Thanks to his success as an investor, Buffett’s fortune exceeds $115bn. As a committed philanthropist, he’s already donated $55bn to good causes — and plans to give away 99% of his pot.
What I’ve learned
Though I’ve read so much about Warren, it took me way too long to learn from him. Here are five ‘Buffett bullet points’ that I wish I’d absorbed earlier.
1. Don’t lose money
Investing is as much about avoiding losers as picking winners. Boy, have I backed some flops in my time: my three worst investments cost me around £1m. If I’d not bought this trio of losers, I’d have perhaps £2m+ more now.
My biggest failures were caused by investing too heavily in a favoured stock, so I had too much concentration risk. Never again. Today, I make sure our money is spread widely across companies, sectors and countries.
2. Bet big on America
Buffett has repeatedly warned investors: “Never bet against America.” How I regret not taking this advice to heart when young.

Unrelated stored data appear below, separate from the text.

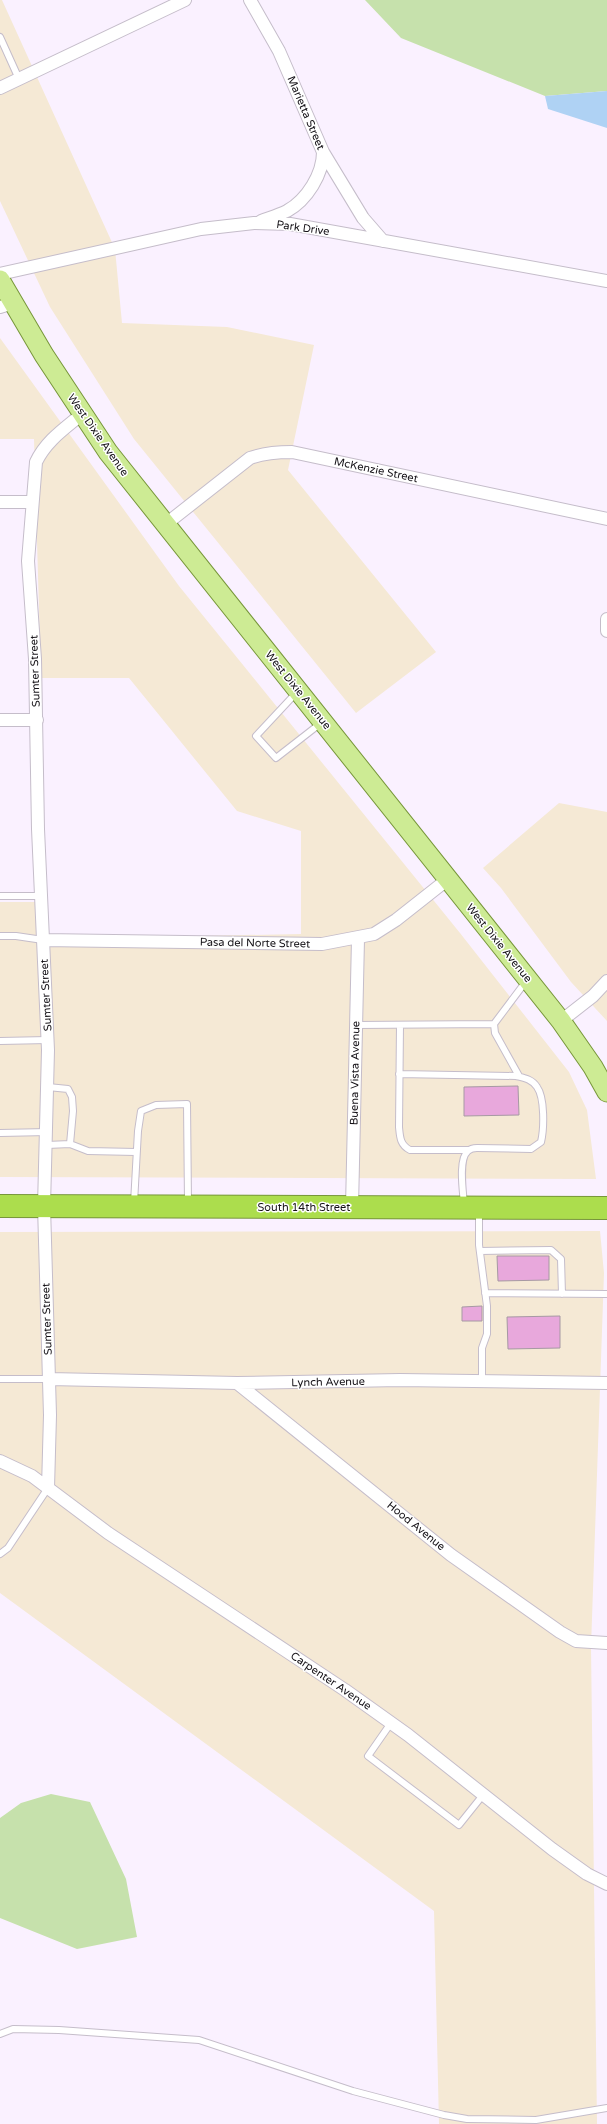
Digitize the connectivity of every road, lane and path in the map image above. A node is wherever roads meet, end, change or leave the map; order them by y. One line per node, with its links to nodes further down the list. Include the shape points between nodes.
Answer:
1 (185, 0): 4 (street)
2 (250, 0): 6 (street, Marietta Street, via 279,52)
3 (0, 37): 4 (lane)
4 (19, 79): 5 (street)
5 (0, 88)
6 (323, 152): 7 (street, Marietta Street, via 319,174 306,194 286,212); 8 (street, via 363,218)
7 (254, 223): 8 (street, Park Drive, via 290,224); 9 (street, Park Drive, via 200,230)
8 (383, 241): 11 (street, Park Drive)
9 (0, 274)
10 (0, 280): 12 (main road, West Dixie Avenue)
11 (607, 282)
12 (6, 305): 13 (main road, West Dixie Avenue)
13 (82, 414): 15 (street, Sumter Street, via 50,440 41,452 36,462); 17 (main road, West Dixie Avenue, via 108,452)
14 (0, 502): 15 (street)
15 (32, 502): 22 (street, Sumter Street, via 28,561 36,659)
16 (607, 519): 17 (street, McKenzie Street, via 292,452 282,452 265,453 250,458)
17 (166, 524): 20 (main road, West Dixie Avenue)
18 (607, 619): 19 (street)
19 (607, 632)
20 (298, 691): 23 (main road, West Dixie Avenue); 23 (lane, via 256,736 276,758)
21 (0, 720): 22 (street)
22 (36, 720): 26 (street, Sumter Street)
23 (323, 722): 24 (main road, West Dixie Avenue)
24 (448, 879): 28 (street, Pasa del Norte Street, via 396,920 374,934); 30 (main road, West Dixie Avenue)
25 (0, 896): 26 (lane)
26 (41, 896): 29 (street, Sumter Street)
27 (0, 936): 29 (lane)
28 (358, 938): 29 (street, Pasa del Norte Street, via 322,944); 34 (street, Buena Vista Avenue)
29 (43, 940): 36 (street, Sumter Street)
30 (528, 979): 32 (main road, West Dixie Avenue); 33 (lane)
31 (607, 981): 32 (street, via 593,996)
32 (561, 1021): 41 (main road, West Dixie Avenue)
33 (494, 1024): 35 (lane); 39 (lane, via 495,1033)
34 (356, 1025): 35 (lane); 52 (street, Buena Vista Avenue)
35 (400, 1025): 38 (lane)
36 (48, 1040): 37 (lane); 40 (street, Sumter Street)
37 (0, 1041)
38 (399, 1074): 39 (lane); 46 (lane, via 399,1127 404,1147 410,1150)
39 (519, 1076): 46 (lane, via 529,1079 538,1087 544,1131 541,1142 531,1149)
40 (48, 1087): 42 (street, Sumter Street); 44 (lane, via 68,1089 72,1097)
41 (607, 1092)
42 (48, 1132): 43 (lane); 45 (street, Sumter Street)
43 (0, 1133)
44 (70, 1144): 45 (lane); 47 (lane, via 88,1151)
45 (47, 1145): 49 (street, Sumter Street)
46 (469, 1150): 53 (lane, via 464,1156 462,1166)
47 (136, 1152): 50 (lane); 51 (lane, via 141,1111 156,1105 187,1104)
48 (0, 1206): 49 (highway, South 14th Street)
49 (44, 1206): 50 (highway, South 14th Street); 60 (street, Sumter Street)
50 (134, 1206): 51 (highway, South 14th Street)
51 (188, 1206): 52 (highway, South 14th Street)
52 (352, 1207): 53 (highway, South 14th Street)
53 (471, 1207): 54 (highway, South 14th Street); 55 (lane)
54 (607, 1208)
55 (480, 1251): 56 (lane); 57 (lane, via 551,1250 561,1259)
56 (485, 1293): 57 (lane); 61 (lane, via 488,1334 482,1348)
57 (562, 1294): 58 (lane)
58 (607, 1294)
59 (0, 1379): 60 (lane)
60 (49, 1379): 62 (street, Lynch Avenue); 65 (street, Sumter Street)
61 (482, 1382): 62 (street, Lynch Avenue, via 400,1380); 63 (street, Lynch Avenue)
62 (237, 1383): 67 (street, Hood Avenue, via 451,1555 560,1632 576,1641)
63 (607, 1383)
64 (0, 1461): 65 (street, via 32,1476)
65 (48, 1488): 66 (lane, via 8,1548); 68 (street, Carpenter Avenue, via 108,1533)
66 (0, 1554)
67 (607, 1643)
68 (391, 1723): 69 (street, Carpenter Avenue); 69 (lane, via 368,1756 459,1825)
69 (483, 1794): 70 (street, Carpenter Avenue, via 552,1849 587,1874)
70 (607, 1884)
71 (0, 2034): 72 (lane, via 13,2029 52,2030 199,2040 353,2091 467,2119 536,2120)
72 (607, 2108)

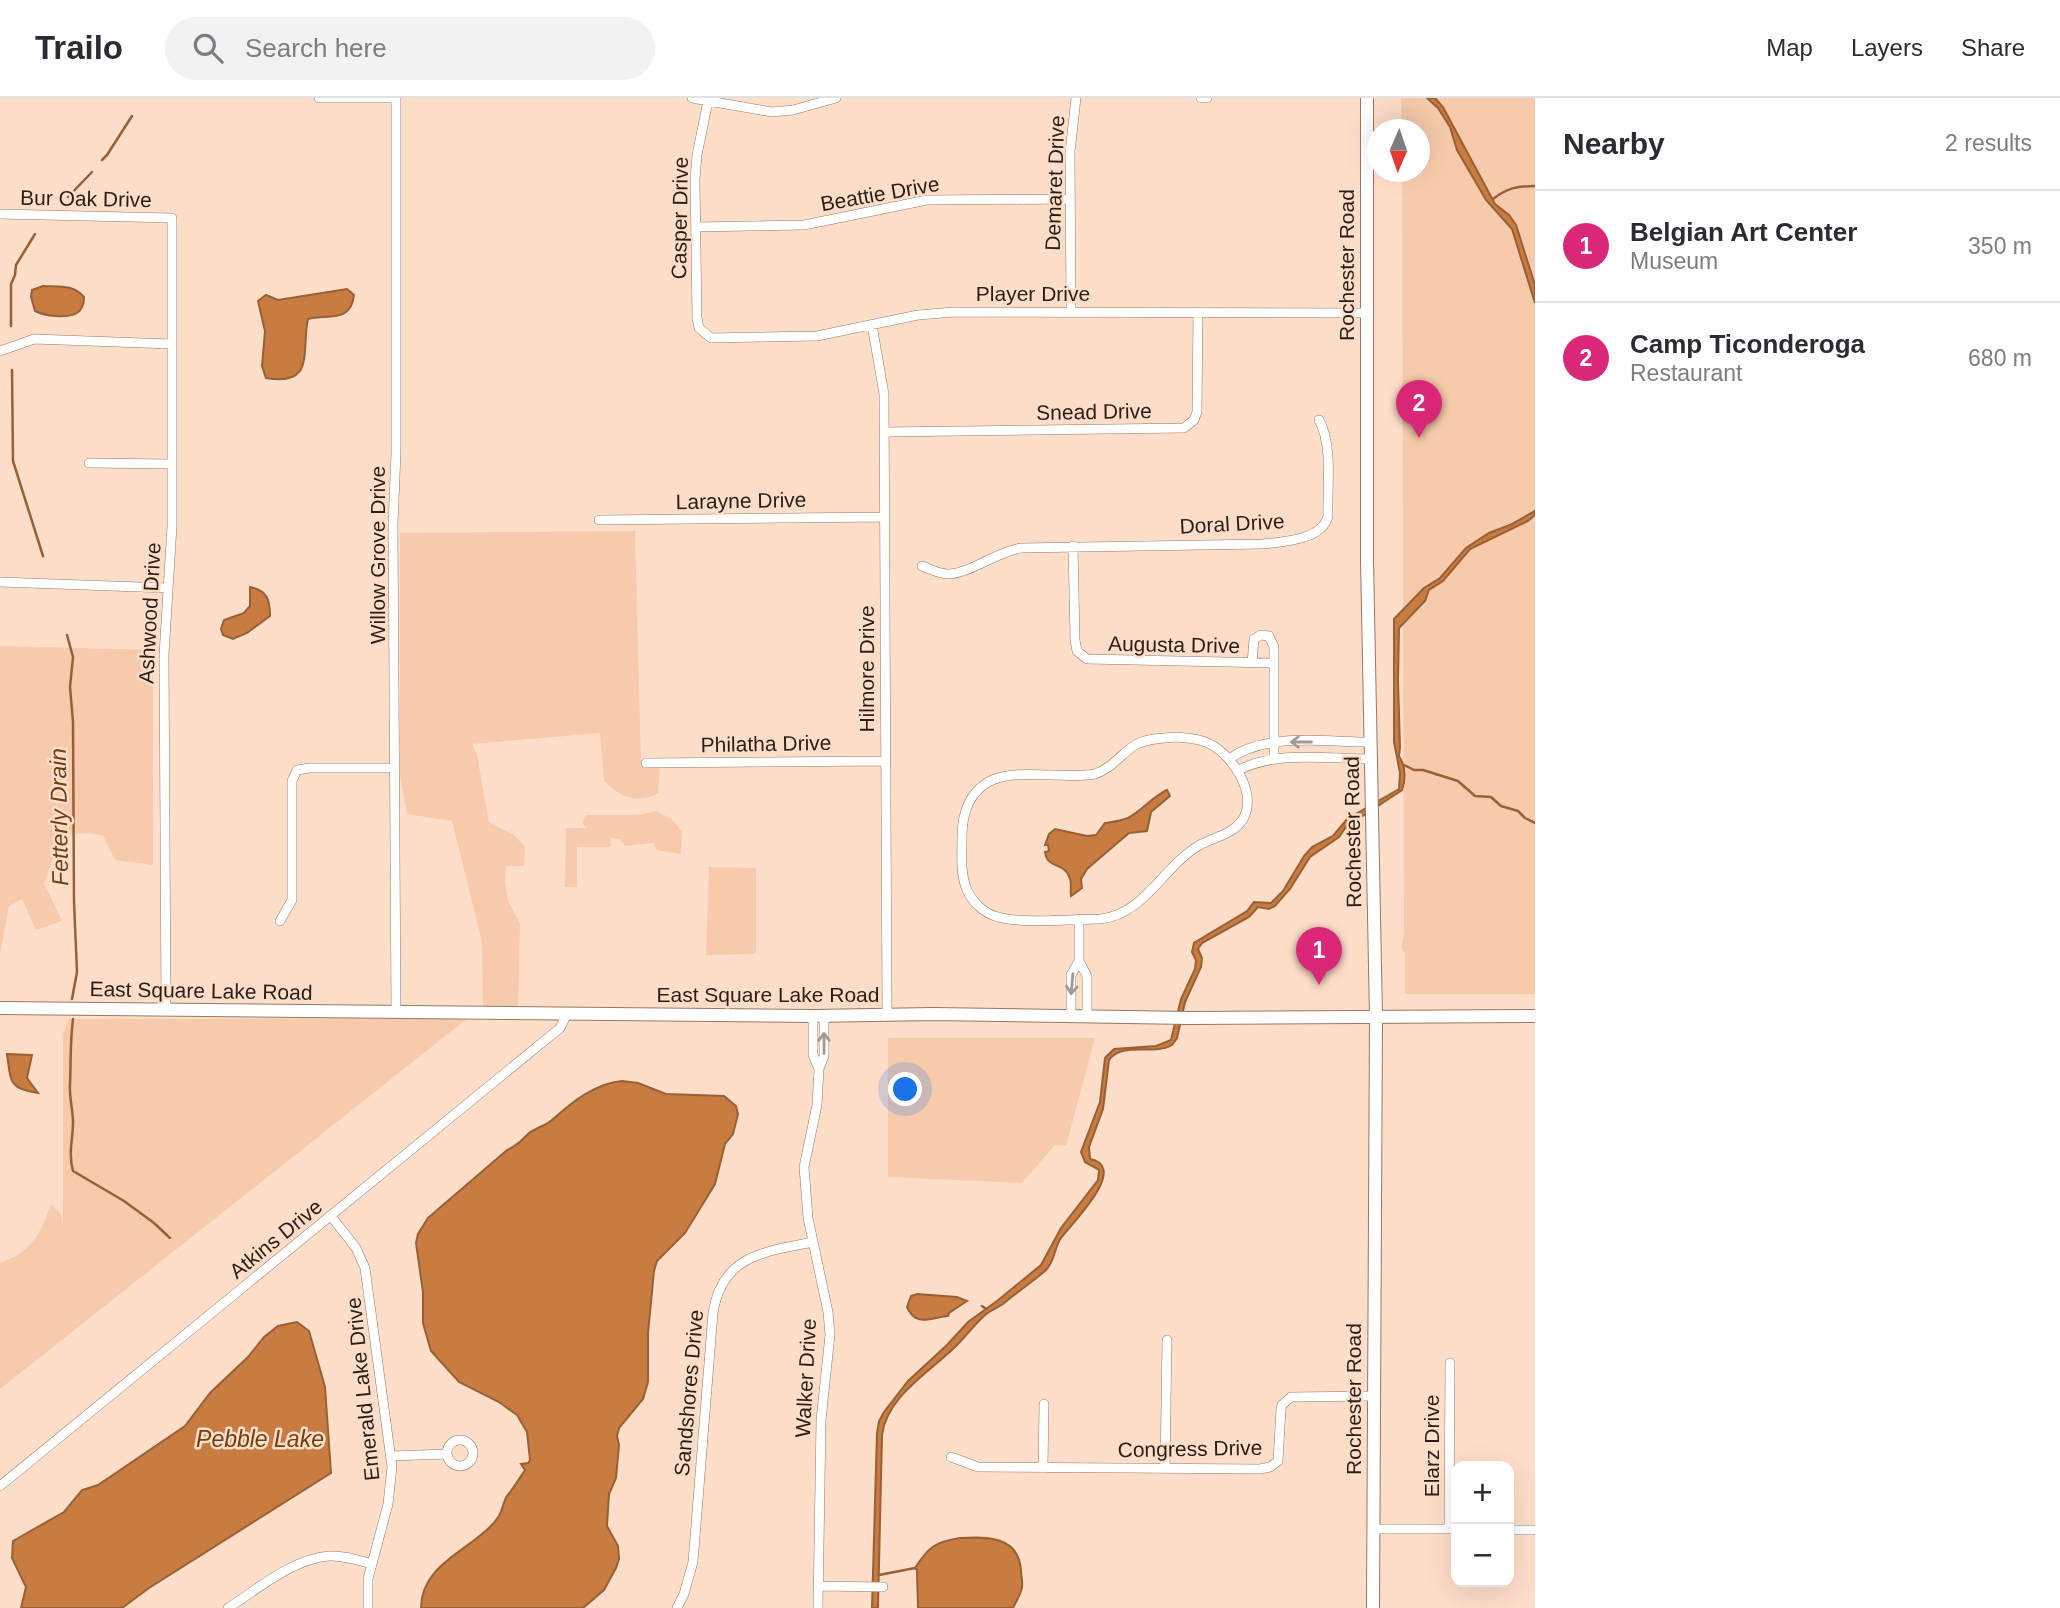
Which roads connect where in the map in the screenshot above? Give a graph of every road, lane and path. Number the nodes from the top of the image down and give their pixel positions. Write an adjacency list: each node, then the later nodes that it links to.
1 (319, 98): 2 (street)
2 (395, 98): 41 (street, Willow Grove Drive)
3 (692, 98): 9 (street)
4 (835, 98): 10 (street)
5 (1076, 98): 11 (street, Demaret Drive)
6 (1201, 98): 7 (street)
7 (1207, 98)
8 (1367, 98): 17 (main road, Rochester Road)
9 (708, 101): 10 (street); 14 (street, Casper Drive)
10 (802, 103)
11 (1070, 199): 14 (street, Beattie Drive); 15 (street, Demaret Drive)
12 (0, 214): 13 (street, Bur Oak Drive)
13 (172, 218): 20 (street, Ashwood Drive)
14 (696, 228): 19 (street, Casper Drive)
15 (1071, 312): 16 (street, Player Drive); 18 (street, Player Drive)
16 (1198, 313): 17 (street, Player Drive); 23 (street, Snead Drive)
17 (1366, 313): 34 (main road, Rochester Road)
18 (872, 325): 19 (street, Player Drive); 23 (street, Hilmore Drive)
19 (704, 334)
20 (171, 344): 21 (street); 25 (street, Ashwood Drive)
21 (0, 351)
22 (1319, 420): 28 (street, Doral Drive)
23 (884, 432): 26 (street, Hilmore Drive)
24 (89, 463): 25 (street)
25 (172, 464): 31 (street, Ashwood Drive)
26 (884, 517): 27 (street, Larayne Drive); 39 (street, Hilmore Drive)
27 (599, 520)
28 (1073, 546): 29 (street, Doral Drive); 32 (street, Augusta Drive)
29 (922, 566)
30 (0, 582): 31 (street)
31 (168, 588): 47 (street, Ashwood Drive)
32 (1252, 663): 33 (street, Augusta Drive); 33 (street, Augusta Drive)
33 (1274, 663): 35 (street)
34 (1370, 742): 35 (street, one-way to 35); 38 (main road, Rochester Road)
35 (1274, 743): 36 (street); 37 (street)
36 (1274, 758): 38 (street); 42 (street)
37 (1229, 759): 42 (street); 43 (street)
38 (1370, 759): 55 (main road, Rochester Road)
39 (886, 761): 40 (street, Philatha Drive); 50 (street, Hilmore Drive)
40 (646, 763)
41 (395, 768): 44 (street); 48 (street, Willow Grove Drive)
42 (1237, 771): 43 (street)
43 (1079, 919): 45 (street)
44 (280, 921)
45 (1079, 961): 52 (street, one-way to 52); 53 (street)
46 (0, 1008): 47 (main road, East Square Lake Road)
47 (166, 1010): 48 (main road, East Square Lake Road)
48 (396, 1012): 49 (main road, East Square Lake Road)
49 (567, 1014): 51 (main road, East Square Lake Road); 56 (street, Atkins Drive)
50 (887, 1014): 51 (main road, East Square Lake Road); 52 (main road, East Square Lake Road)
51 (819, 1015): 57 (street, Walker Drive)
52 (1071, 1015): 53 (main road, East Square Lake Road)
53 (1087, 1016): 55 (main road, East Square Lake Road)
54 (1535, 1016): 55 (main road, East Square Lake Road)
55 (1376, 1017): 60 (main road, Rochester Road)
56 (331, 1216): 63 (street, Emerald Lake Drive); 67 (street, Atkins Drive)
57 (813, 1242): 74 (street, Walker Drive); 78 (street, Sandshores Drive)
58 (1167, 1340): 66 (street)
59 (1450, 1363): 68 (street, Elarz Drive)
60 (1373, 1396): 66 (street, Congress Drive); 69 (main road, Rochester Road)
61 (1044, 1404): 65 (street)
62 (447, 1454): 63 (street)
63 (391, 1456): 73 (street, Emerald Lake Drive)
64 (951, 1457): 65 (street, Congress Drive)
65 (1043, 1468): 66 (street, Congress Drive)
66 (1165, 1468)
67 (0, 1486)
68 (1452, 1524)
69 (1373, 1529): 70 (street); 80 (main road, Rochester Road)
70 (1451, 1529)
71 (1514, 1530): 72 (street)
72 (1535, 1530)
73 (372, 1563): 76 (street); 77 (street, Emerald Lake Drive)
74 (818, 1586): 75 (street); 79 (street, Walker Drive)
75 (883, 1587)
76 (228, 1608)
77 (368, 1608)
78 (677, 1608)
79 (818, 1608)
80 (1373, 1608)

Nowadays, our family wealth is heavily skewed towards the US — including our global trackers, may of which are weighted 60% to 70% towards American stocks.
3. Buy businesses, not stocks
In my early years of investing, I behaved more like a gambler or trader than a proper investor. In this effort to ‘get rich quick’, I made many mistakes.
One fundamental Warren Buffett lesson I’ve now absorbed is to buy companies rather than shares. Now I behave like an owner by only buying into businesses that I’d be willing to own for, say, a decade. And it’s this boring, long-term approach that has delivered my best returns from investing.
4. Investing is a marathon, not a sprint
Chasing short-term gains when I was younger probably cost me more money than any other blunder. I’d buy shares, aiming to flip them for quick profits. Surprise, surprise, this tricky tactic kept backfiring.
Warren Buffett has said: “If you aren’t willing to own a stock for 10 years, don’t even think about owning it for 10 minutes.” This is my motto today when it comes to owning shares. I only buy stocks in solid businesses run by competent managers. And like Buffett, my ideal holding period is forever.
5. Don’t let a crisis go to waste
These days, I’m not afraid of stock-market crashes, because they give me opportunities to buy into sound businesses at rock-bottom prices. As Warren Buffett urged in October 2008: “Be fearful when others are greedy, and greedy when others are fearful.”
For example, during the Covid-19 crash of spring 2020, my wife and I poured everything into shares after the US and UK stock markets had crashed by a third. And the returns from this one brave bout of buying have been life-changing!